Indoor arena in Almaty, Kazakhstan

Almaty Arena (formerly Almaty Ice Palace) is a multi-purpose indoor arena located in Almaty, Kazakhstan which was opened on 18 September 2016 and seats 12,000 spectators for ice hockey. Apart from hosting ice hockey matches, the arena is venue for basketball, boxing, concerts, curling, figure skating, futsal, MMA, tennis and other events. It is one of the venues to host the 2017 Winter Universiade. The arena is located in the north of punched Ryskulov Avenue, to the west from Momyshuly street in the Alatau District.

==History==
Almaty's successful bid to host the 2017 Winter Universiade, coupled with its (unsuccessful) bid to host the 2022 Winter Olympics, drove the need to build an ice hockey arena meeting the standards of the International Ice Hockey Federation (IIHF). On 27 March 2014, the city's mayor Akhmetzhan Yessimov announced the building of the new arena for 12,000 spectators and a minor arena for 3,000. The arenas were projected to cost $170 million and $89 million respectively.

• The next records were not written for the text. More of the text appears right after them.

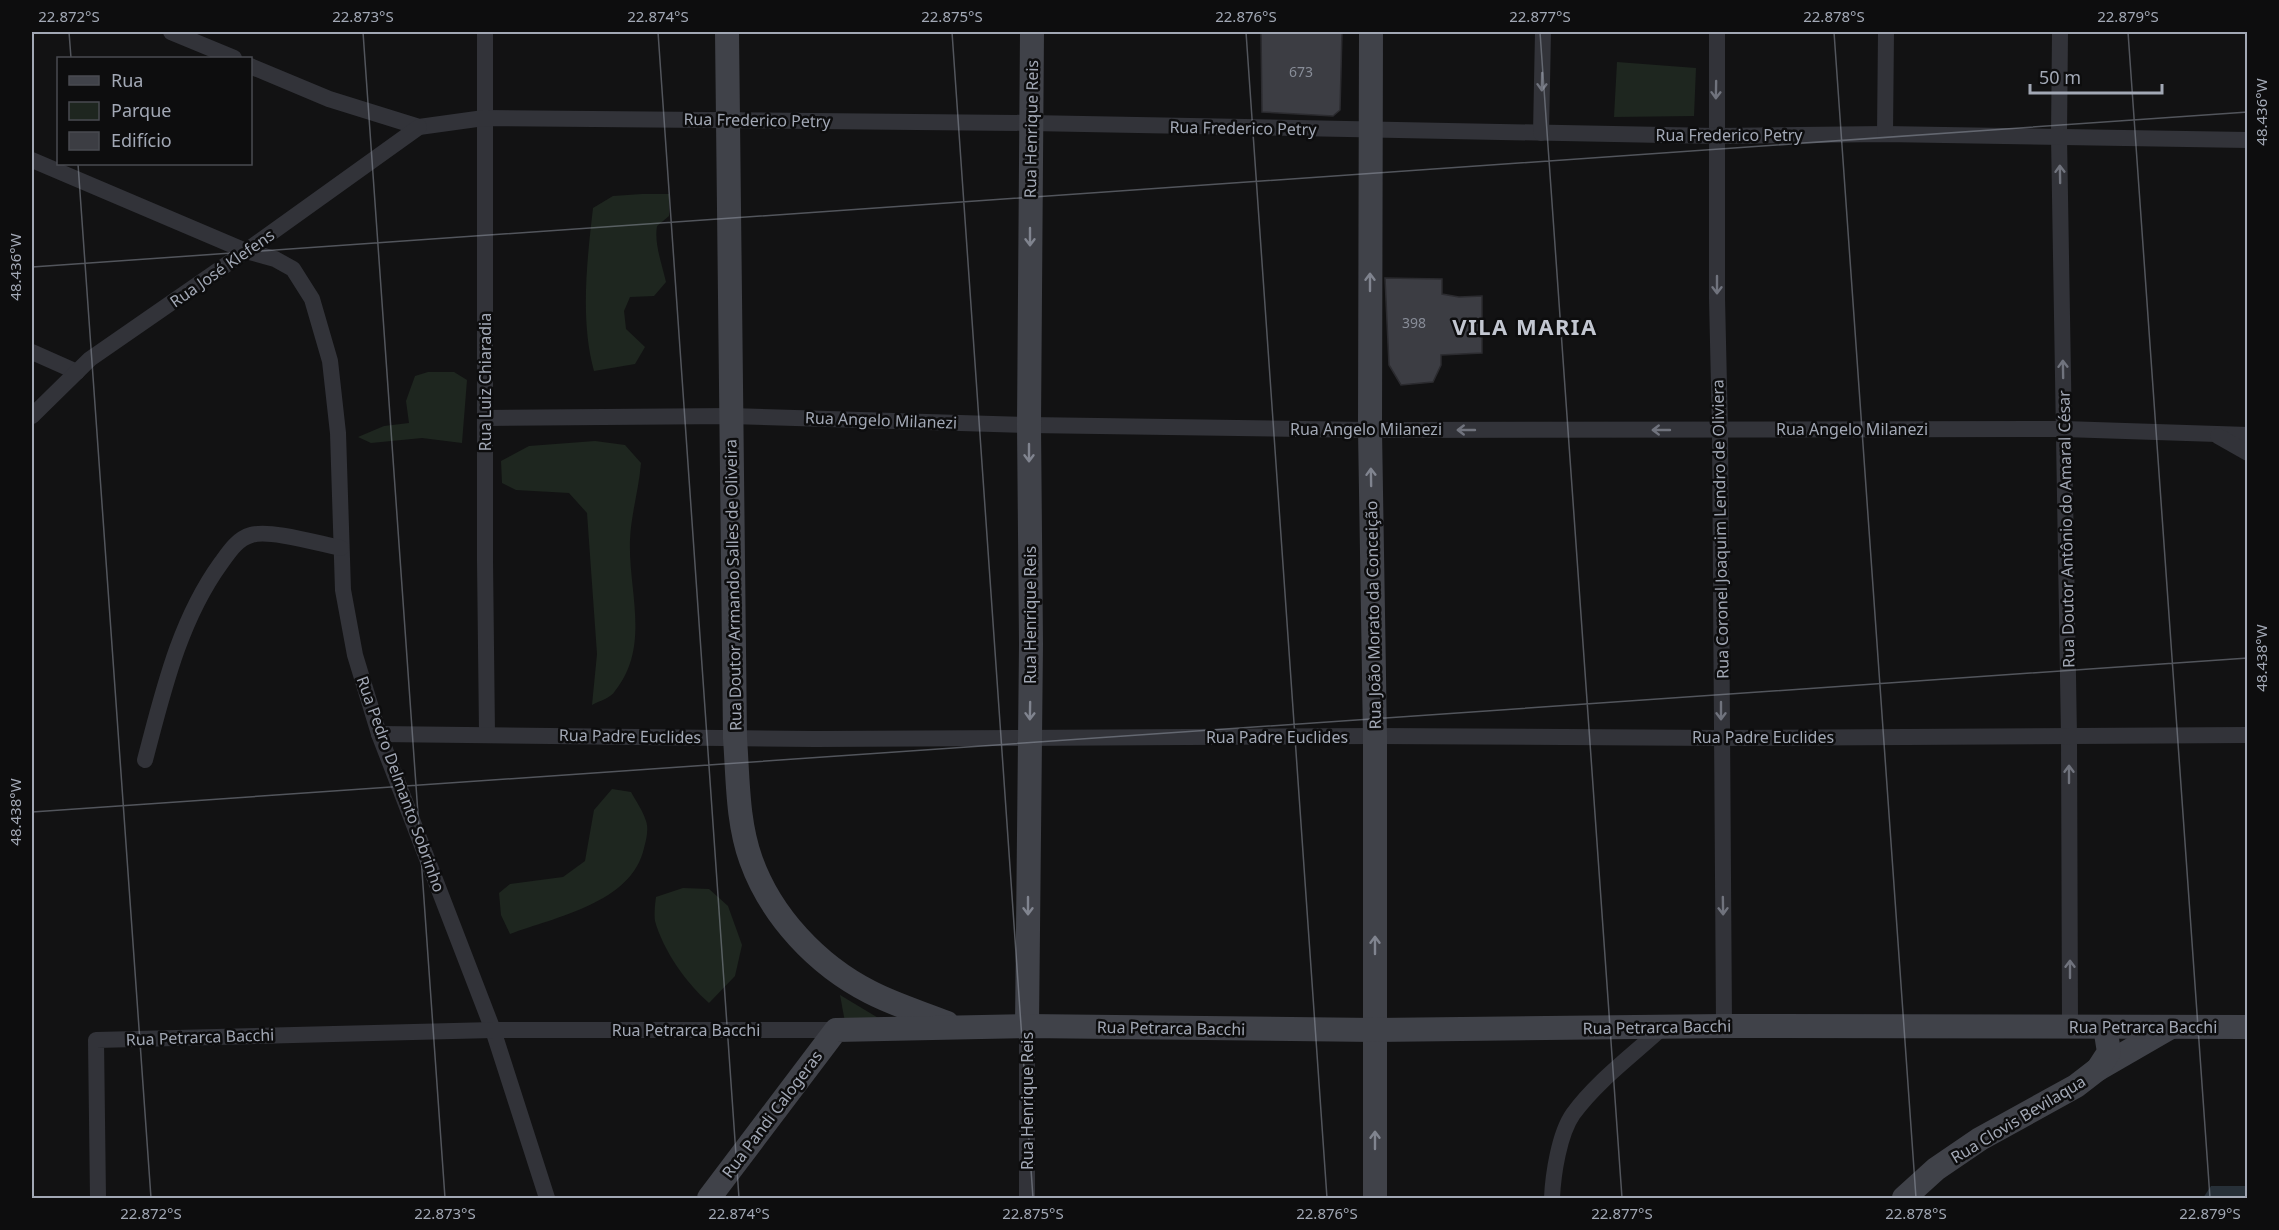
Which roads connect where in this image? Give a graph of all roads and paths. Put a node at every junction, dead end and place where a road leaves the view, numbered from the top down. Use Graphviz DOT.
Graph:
graph roads {
  1 [pos="171,32"];
  2 [pos="485,32"];
  3 [pos="727,32"];
  4 [pos="1032,32"];
  5 [pos="1371,32"];
  6 [pos="1543,32"];
  7 [pos="1718,32"];
  8 [pos="1886,32"];
  9 [pos="2060,32"];
  10 [pos="232,57"];
  11 [pos="252,67"];
  12 [pos="484,118"];
  13 [pos="728,120"];
  14 [pos="1030,123"];
  15 [pos="419,127"];
  16 [pos="1370,131"];
  17 [pos="1541,133"];
  18 [pos="1885,134"];
  19 [pos="1716,136"];
  20 [pos="2060,136"];
  21 [pos="2247,140"];
  22 [pos="32,160"];
  23 [pos="246,251"];
  24 [pos="32,352"];
  25 [pos="77,372"];
  26 [pos="32,416"];
  27 [pos="731,416"];
  28 [pos="485,418"];
  29 [pos="1029,425"];
  30 [pos="2064,429"];
  31 [pos="1371,430"];
  32 [pos="1720,430"];
  33 [pos="2215,434"];
  34 [pos="2247,435"];
  35 [pos="2247,453"];
  36 [pos="342,548"];
  37 [pos="380,734"];
  38 [pos="487,734"];
  39 [pos="2247,735"];
  40 [pos="1375,736"];
  41 [pos="2069,736"];
  42 [pos="735,738"];
  43 [pos="1029,738"];
  44 [pos="1722,738"];
  45 [pos="145,760"];
  46 [pos="1027,1026"];
  47 [pos="1724,1026"];
  48 [pos="957,1027"];
  49 [pos="1663,1027"];
  50 [pos="2070,1027"];
  51 [pos="2105,1027"];
  52 [pos="2247,1027"];
  53 [pos="2170,1028"];
  54 [pos="493,1030"];
  55 [pos="836,1030"];
  56 [pos="1375,1030"];
  57 [pos="2098,1070"];
  58 [pos="98,1198"];
  59 [pos="547,1198"];
  60 [pos="710,1198"];
  61 [pos="1027,1198"];
  62 [pos="1375,1198"];
  63 [pos="1552,1198"];
  64 [pos="1904,1198"];
  1 -- 10 [label="street"];
  2 -- 12 [label="street, Rua Luiz Chiaradia"];
  3 -- 13 [label="street, Rua Doutor Armando Salles de Oliveira"];
  4 -- 14 [label="street, Rua Henrique Reis"];
  5 -- 16 [label="street, Rua João Morato da Conceição"];
  6 -- 17 [label="street, one-way"];
  7 -- 19 [label="street, Rua Coronel Joaquim Lendro de Oliviera, one-way"];
  8 -- 18 [label="street"];
  9 -- 20 [label="street, Rua Doutor Antônio do Amaral César"];
  11 -- 15 [label="street, Rua Frederico Petry"];
  12 -- 13 [label="street, Rua Frederico Petry"];
  12 -- 15 [label="street, Rua Frederico Petry"];
  12 -- 28 [label="street, Rua Luiz Chiaradia"];
  13 -- 14 [label="street, Rua Frederico Petry"];
  13 -- 27 [label="street, Rua Doutor Armando Salles de Oliveira"];
  14 -- 16 [label="street, Rua Frederico Petry"];
  14 -- 29 [label="street, Rua Henrique Reis, one-way"];
  15 -- 23 [label="street, Rua José Klefens"];
  16 -- 17 [label="street, Rua Frederico Petry"];
  31 -- 16 [label="street, Rua João Morato da Conceição, one-way"];
  17 -- 19 [label="street, Rua Frederico Petry"];
  18 -- 19 [label="street, Rua Frederico Petry"];
  18 -- 20 [label="street, Rua Frederico Petry"];
  19 -- 32 [label="street, Rua Coronel Joaquim Lendro de Oliviera, one-way"];
  20 -- 21 [label="street, Rua Frederico Petry"];
  30 -- 20 [label="street, Rua Doutor Antônio do Amaral César, one-way"];
  22 -- 23 [label="street, Rua Pedro Delmanto Sobrinho"];
  23 -- 25 [label="street, Rua José Klefens"];
  23 -- 36 [label="street, Rua Pedro Delmanto Sobrinho"];
  24 -- 25 [label="street"];
  25 -- 26 [label="street, Rua José Klefens"];
  27 -- 28 [label="street, Rua Angelo Milanezi"];
  27 -- 29 [label="street, Rua Angelo Milanezi"];
  27 -- 42 [label="street, Rua Doutor Armando Salles de Oliveira"];
  28 -- 38 [label="street, Rua Luiz Chiaradia"];
  29 -- 31 [label="street, Rua Angelo Milanezi"];
  29 -- 43 [label="street, Rua Henrique Reis, one-way"];
  30 -- 32 [label="street, Rua Angelo Milanezi"];
  30 -- 33 [label="street, Rua Angelo Milanezi"];
  30 -- 41 [label="street, Rua Doutor Antônio do Amaral César"];
  32 -- 31 [label="street, Rua Angelo Milanezi, one-way"];
  40 -- 31 [label="street, Rua João Morato da Conceição, one-way"];
  32 -- 44 [label="street, Rua Coronel Joaquim Lendro de Oliviera, one-way"];
  33 -- 34 [label="street, Rua Angelo Milanezi"];
  33 -- 35 [label="street"];
  36 -- 37 [label="street, Rua Pedro Delmanto Sobrinho"];
  36 -- 45 [label="street"];
  37 -- 38 [label="street, Rua Padre Euclides"];
  37 -- 54 [label="street, Rua Pedro Delmanto Sobrinho"];
  38 -- 42 [label="street, Rua Padre Euclides"];
  39 -- 41 [label="street, Rua Padre Euclides"];
  40 -- 43 [label="street, Rua Padre Euclides"];
  40 -- 44 [label="street, Rua Padre Euclides"];
  56 -- 40 [label="street, Rua João Morato da Conceição, one-way"];
  41 -- 44 [label="street, Rua Padre Euclides"];
  50 -- 41 [label="street, Rua Doutor Antônio do Amaral César, one-way"];
  42 -- 43 [label="street, Rua Padre Euclides"];
  42 -- 48 [label="street, Rua Doutor Armando Salles de Oliveira"];
  43 -- 46 [label="street, Rua Henrique Reis, one-way"];
  44 -- 47 [label="street, Rua Coronel Joaquim Lendro de Oliviera, one-way"];
  46 -- 48 [label="street, Rua Petrarca Bacchi"];
  46 -- 56 [label="street, Rua Petrarca Bacchi"];
  46 -- 61 [label="street, Rua Henrique Reis"];
  47 -- 49 [label="street, Rua Petrarca Bacchi"];
  47 -- 50 [label="street, Rua Petrarca Bacchi"];
  48 -- 55 [label="street, Rua Petrarca Bacchi"];
  49 -- 56 [label="street, Rua Petrarca Bacchi"];
  49 -- 63 [label="street"];
  50 -- 51 [label="street, Rua Petrarca Bacchi"];
  51 -- 53 [label="street, Rua Petrarca Bacchi"];
  51 -- 57 [label="street, Rua Clovis Bevilaqua"];
  52 -- 53 [label="street, Rua Petrarca Bacchi"];
  53 -- 57 [label="street"];
  54 -- 55 [label="street, Rua Petrarca Bacchi"];
  54 -- 58 [label="street, Rua Petrarca Bacchi"];
  54 -- 59 [label="street, Rua Pedro Delmanto Sobrinho"];
  55 -- 60 [label="street, Rua Pandi Calogeras"];
  62 -- 56 [label="street, Rua João Morato da Conceição, one-way"];
  57 -- 64 [label="street, Rua Clovis Bevilaqua"];
}
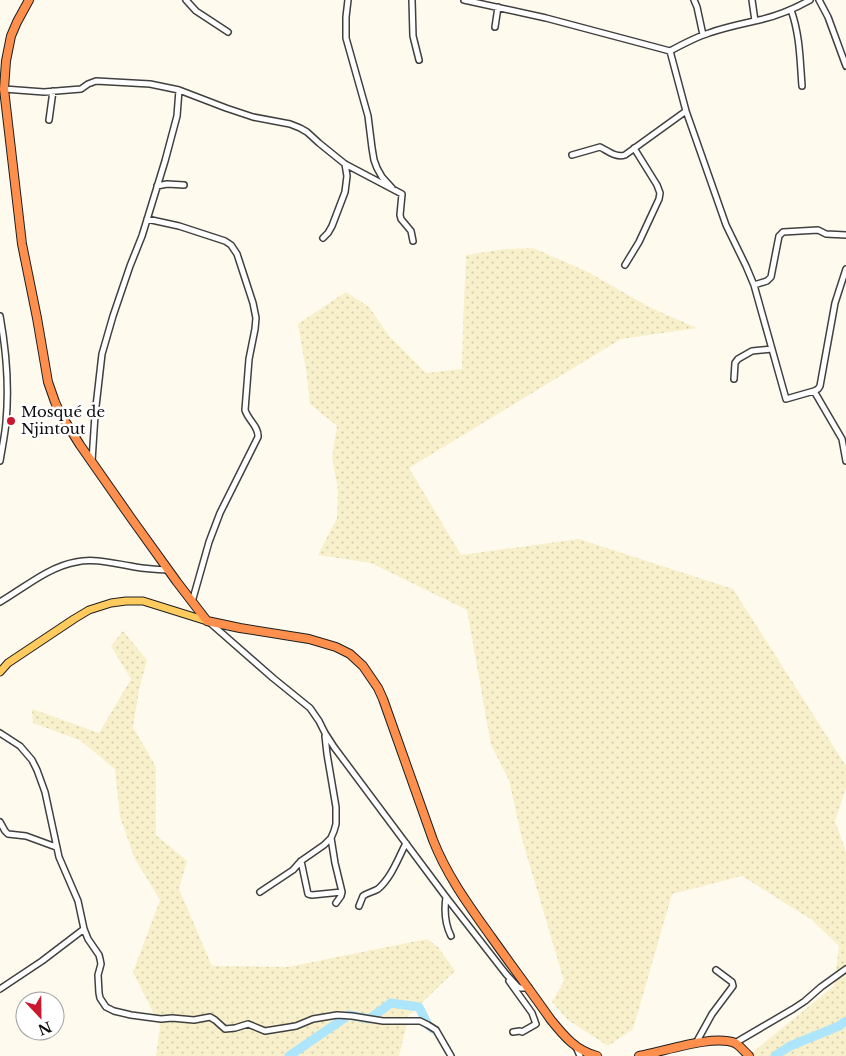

It will serve as the main venue of the 2029 Asian Winter Games.

==Structure and facilities==
The ice palace is the second largest in the CIS with the area of 9.96 ha, similar with the Minsk-Arena and smaller than the Bolshoy Ice Dome. The complex consists of three units: the ice arena with 12,000 seats, a training rink with a recreation complex, and a swimming pool. The layout of the ice arena allows it to function as a universal platform for figure skating, ice hockey, boxing, basketball, volleyball, as well as a concert hall with an extra 5,000 seats, in the case of laying thermal insulation covering the entire area of the ice field with about 1,800 m2.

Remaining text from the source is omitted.